Listen. Margaret Thatcher has come unstuck in time.
There are several formulaic ways to do a biopic of a major figure. As this “story” of the former Conservative British Prime Minister begins, we find the elderly, present-day Thatcher buying some milk at a local store and walking it home. Then there’s a moment where she looks off, distantly, and cue flashback. And so I figure they’re doing what I’ll call the Dewey Cox method (from Walk Hard): “Dewey Cox needs to think about his entire life before he plays!”
But I was wrong. In one of the many, many things horribly wrong with this film, so wrong as to be near-offensive, they’re not just flashing back. The entire film’s structure is based around this 24 hour period of the present-day Thatcher continuing to think back with her husband Dennis. But what makes it so much worse is this (barely spoiler-y): early on, you learn that her elderly husband (Jim Broadbent) has been dead for years, and he’s just a hallucination she converses with. And director Phyllida Lloyd embraces this Beautiful Mind-like mental uncertainty with weird angles and wipes, Broadbent appearing and disappearing at inopportune times, etc. It’s like an acid trip, in that it’s not only jumping back and forth in time, but how the camera-work embraces Thatcher’s dementia. Say what you will about Thatcher’s politics, but whose ridiculous idea was it to build a bio-pic about the first female Prime Minister around her senility?!
And this leads me to the other horrendous flaw in the film: the script’s telling (or not so much) of Thatcher’s, you know, actual life. Once the flashback-and-forth format begins focusing more on her life story and less on seeing dead people, we meet young Thatcher, running for a place in Parliament. Then she’s Education Secretary. The she decides to run for Prime Minister. Then she gets it. And throughout this entire part of her life, we’re given no significant insight as to her beliefs, beyond a few lines of speeches. We don’t feel any rise through the political machine. We don’t know anything about her, or who she is.

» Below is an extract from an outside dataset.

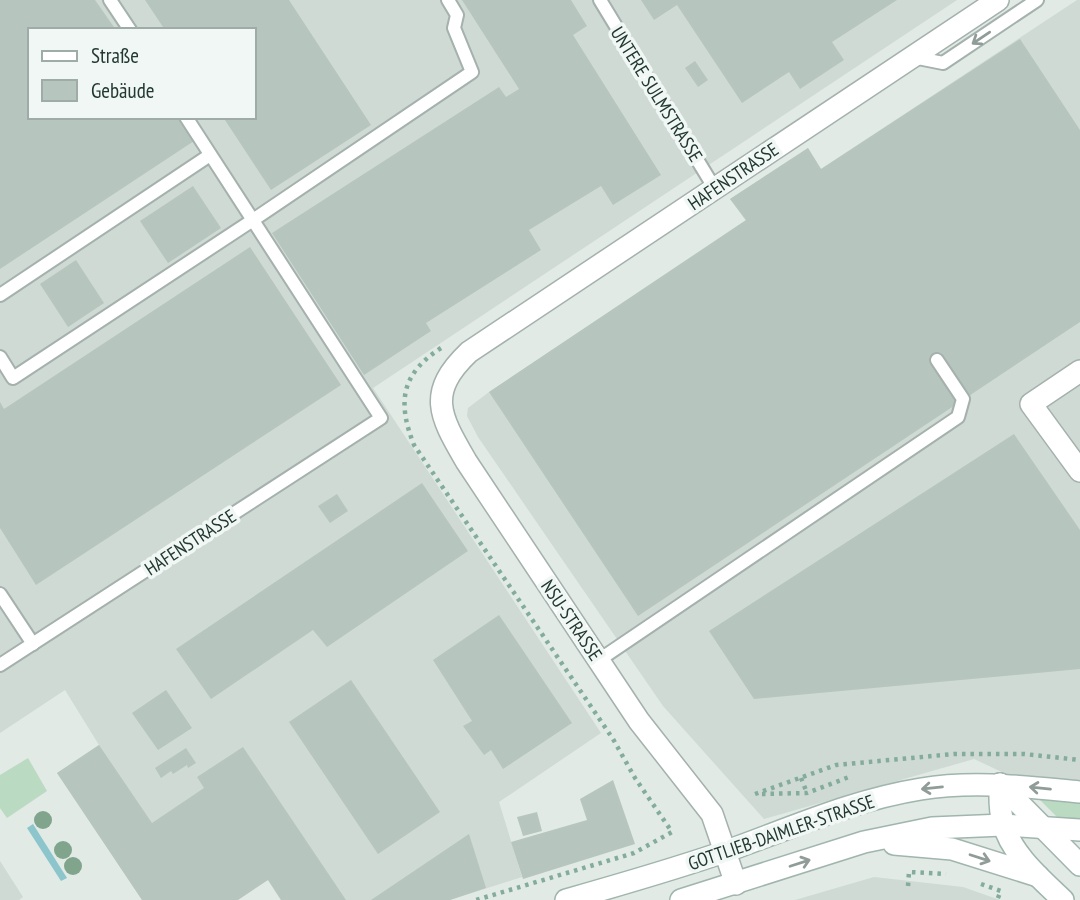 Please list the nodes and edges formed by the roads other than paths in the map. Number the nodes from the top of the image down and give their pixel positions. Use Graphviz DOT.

The majority of the script up to that point just hammers home that she’s a woman in a man’s world. “Look how much sexism she had to face!”, and yet forgetting to tell us exactly what she faced it with.
Her time as Prime Minister is equally absent any detail. We often see news footage of riots, or bombings. We have an idea that she fought against unions, with no real understanding of what the unions were or weren’t doing. We have an idea that there are bombings going on (even one that threatened her and her husband), and yet no real exploration of what the IRA was about, or how she dealt with them. Then we see news footage of the Falkland Islands war, and we see her adamant to keep them British, but no detail beyond “there’s war and Thatcher wants to win”. Her entire life is presented as a “what”, without a shred of “why” or “how”.
Maybe the filmmakers were afraid of making the film too political? Indeed some of Thatcher’s short blurbs of dogma in the film include anti-union ideas, cutting the debt through sacrifice, and making the poor pay as much tax as the rich. That’s still pretty familiar talk today, and likely would have stoked a lot of passions. In my opinion, all the more reason to dive into her life via film with as much detail as possible: show that her ideas still resound today, still provoke impassioned debate. Alas, for reasons I can’t even fathom, the filmmakers chose to gloss over the majority of her life for the “drama” of dementia in the lady’s later life. For all these reasons, this is one of the worst films of 2011.
NOTE: Yes, the film itself is so bad that I didn’t even remember to mention Streep’s performance. Of course she’s great. But deck chairs… Titanic, and so on.